I was so hungry as to be near insensible, a bad thing for a diabetic, because the emotional control weakens at high or low blood sugars.
I prepared a tide over snack of cheesey toast and headed to the dog room to watch more of Xena season four with The Spouse.
But I couldn’t face her. I felt so stupid for delaying dinner, for not paying attention. I was so distressed that I almost didn’t take a minute for inventory.
Inventory is a practice I’ve developed from trauma counseling.
I pay attention to my posture, breathing, any sensation anywhere. Breathe calm and just pay attention. What’s going on? What thoughts change it? Does it change as you make yourself calm.
I realized that I was not standing up straight, my head was bowed as where my shoulders. My breathing was distressed and my stomach was boiling acid. My knees were shaky, also bent.
My whole body wanted to supplicate itself on the floor and accept whatever punishment was going to be meted out for having delayed dinner to an unreasonable hour. I was beside myself.
The Spouse and I have never lifted a hand to strike the other. We’ve fought with raised voices and the occasional slammed door. But never violence.
I stood in the doorway, in a state of high anxiety for having dropped the dinner ball.
I realized that I expected to be punished and that whatever the punishment was, I deserved what ever I was going to get.
I took a deep breath. I had to dig, because this was crazy thinking, so outside of our relationship norm that I knew it had to be from somewhere else.
And it was.
My workplace conflict has Pavlovian trained me to expect punishment for anything that I do. It’s not rational, reasonable or acceptable.
The end result of the three years of being bullied by co-workers and bullied by management in their denial of the allegations against my co-workers and bullied by management in their attempts to shut down my grievances into being a quiet and obedient employee.
I have had to deal with an extreme cognitive dissonance of knowing what I bring as an employee and being told that I am the problem, and not the people who’s conduct I reported as bullying, conduct management couldn’t or wouldn’t stop; combined with my raising awareness for the lack of work for the number of employees that we had and other management issues that were long overdue to be dealt with.
I wanted to do meaningful work that was a full day and at my pay grade, not below.
I wanted to streamline the inefficient work and not perform duplicate or by policy definition, unnecessary work.
Instead, I ended up with three grievances, a federal human rights complaint, a Canada Labour Code Part 2 refusal to work and a complaint to the BC Police Commission.
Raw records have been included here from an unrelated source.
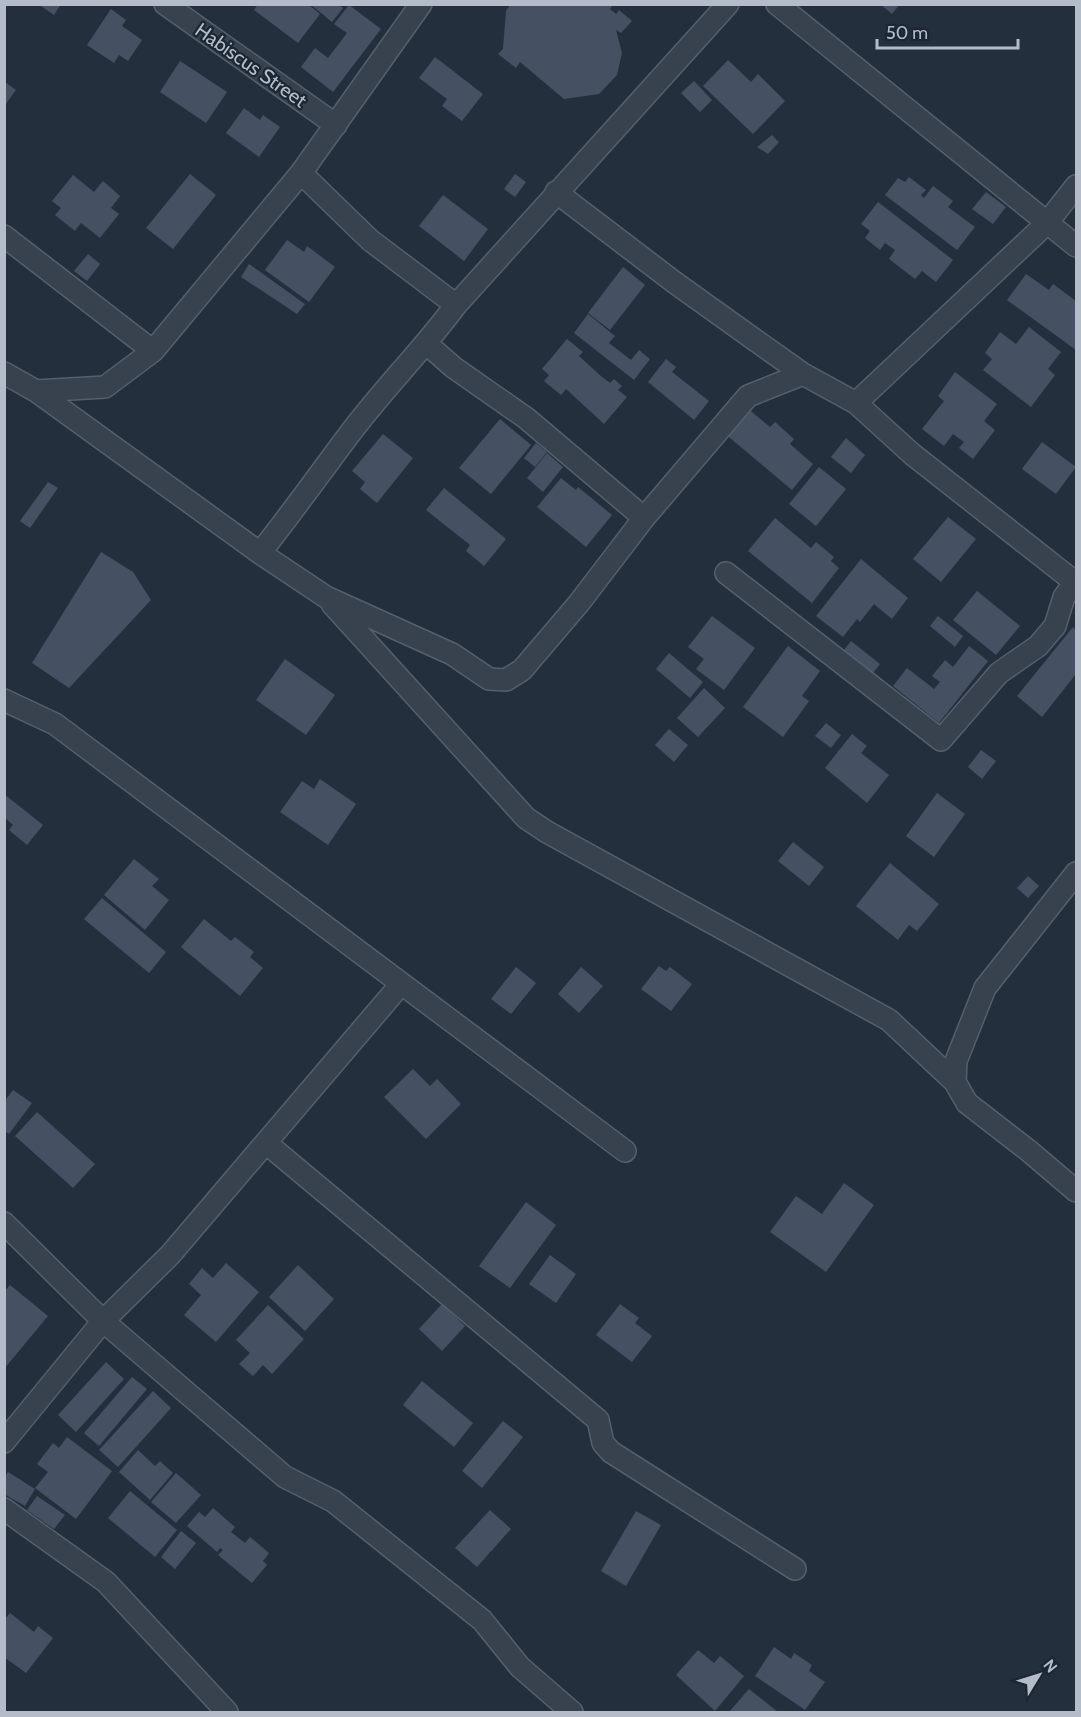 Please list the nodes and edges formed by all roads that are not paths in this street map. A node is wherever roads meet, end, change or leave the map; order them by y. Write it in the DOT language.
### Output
graph roads {
  1 [pos="165,4"];
  2 [pos="421,4"];
  3 [pos="728,4"];
  4 [pos="777,4"];
  5 [pos="336,125"];
  6 [pos="301,173"];
  7 [pos="1077,186"];
  8 [pos="556,192"];
  9 [pos="1047,223"];
  10 [pos="4,236"];
  11 [pos="1077,246"];
  12 [pos="456,305"];
  13 [pos="427,344"];
  14 [pos="153,351"];
  15 [pos="4,373"];
  16 [pos="803,374"];
  17 [pos="36,391"];
  18 [pos="856,404"];
  19 [pos="644,518"];
  20 [pos="260,553"];
  21 [pos="726,573"];
  22 [pos="1076,582"];
  23 [pos="326,597"];
  24 [pos="4,700"];
  25 [pos="1077,873"];
  26 [pos="401,984"];
  27 [pos="955,1082"];
  28 [pos="266,1143"];
  29 [pos="625,1151"];
  30 [pos="1077,1191"];
  31 [pos="4,1223"];
  32 [pos="103,1321"];
  33 [pos="4,1442"];
  34 [pos="4,1509"];
  35 [pos="795,1569"];
  36 [pos="227,1713"];
  37 [pos="572,1713"];
  1 -- 5 [label="street, Habiscus Street"];
  2 -- 5 [label="street"];
  3 -- 8 [label="street"];
  4 -- 9 [label="street"];
  5 -- 6 [label="street"];
  6 -- 12 [label="street"];
  6 -- 14 [label="street"];
  7 -- 9 [label="street"];
  8 -- 12 [label="street"];
  8 -- 16 [label="street"];
  9 -- 11 [label="street"];
  9 -- 18 [label="street"];
  10 -- 14 [label="street"];
  12 -- 13 [label="street"];
  13 -- 19 [label="street"];
  13 -- 20 [label="street"];
  14 -- 17 [label="street"];
  15 -- 17 [label="street"];
  16 -- 18 [label="street"];
  16 -- 19 [label="street"];
  17 -- 20 [label="street"];
  18 -- 22 [label="street"];
  19 -- 23 [label="street"];
  20 -- 23 [label="street"];
  21 -- 22 [label="street"];
  23 -- 27 [label="street"];
  24 -- 26 [label="street"];
  25 -- 27 [label="street"];
  26 -- 28 [label="street"];
  26 -- 29 [label="street"];
  27 -- 30 [label="street"];
  28 -- 32 [label="street"];
  28 -- 35 [label="street"];
  31 -- 32 [label="street"];
  32 -- 33 [label="street"];
  32 -- 37 [label="street"];
  34 -- 36 [label="street"];
}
All because I wanted to work and wouldn’t be quiet about it.
My employer – between the co-worker abuse, management’s inability to curb the employees inappropriate behaviours, the lack of work, the amount of busy work, the amount of make work that wouldn’t have been needed had the work been done properly or with any care from the start or over the past decade, that the program was winding down, with less work than ever in the program’s history, but for unclear reasons, with higher staffing levels.
These are the questions that I asked. For this, instead of being recognized for having identified a lot of cost savings, I am instead blamed for all the wrong doing and labeled as the problem.
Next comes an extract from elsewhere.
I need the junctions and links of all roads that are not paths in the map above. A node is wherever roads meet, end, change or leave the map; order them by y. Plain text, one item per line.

Management then is able to continue forward on the basis of whatever understanding they have of the workplace, reality and evidence and facts had no bearing.
I live in an evidence based reality approach, I had no chance of safety being under the thumbs of people who did not consider evidence or likely probabilities, given the realities of the situation.
Management fell back on the tried and true – deny, delay and discipline.
Even one of the psychiatrists that I was sent to said “People like you end up back in the job.”
I never understood what he meant, but I can only think that what he meant was, People who can be broken.
I am bent at terrible angles, but I am not broken. I was an oak, now I’m a willow, and I can bend.
I realized last night that my employer had conditioned me to be unable to predict how people will react or respond and they had conditioned me to expect punishment, regardless of what I have done or said.
I stood in the doorway, looking at my spouse and cringing in terror of a beating that I felt I deserved – when there has never been anything approaching that kind of dynamic in our relationship.
But that’s what being bullied does – it isolates you from those you love the most. It takes you away from them and takes everything good away from you. Like a Dementor in the Potterverse, being bullied means you feel like you can never be or find happiness again.
To everyone who’s been bullied: You didn’t deserve it.
To all the bullies: If you could feel how you make your victims feel, you’d never bully anyone again, and as terrible a person as you are as a bully, I actually don’t wish these feelings on anyone.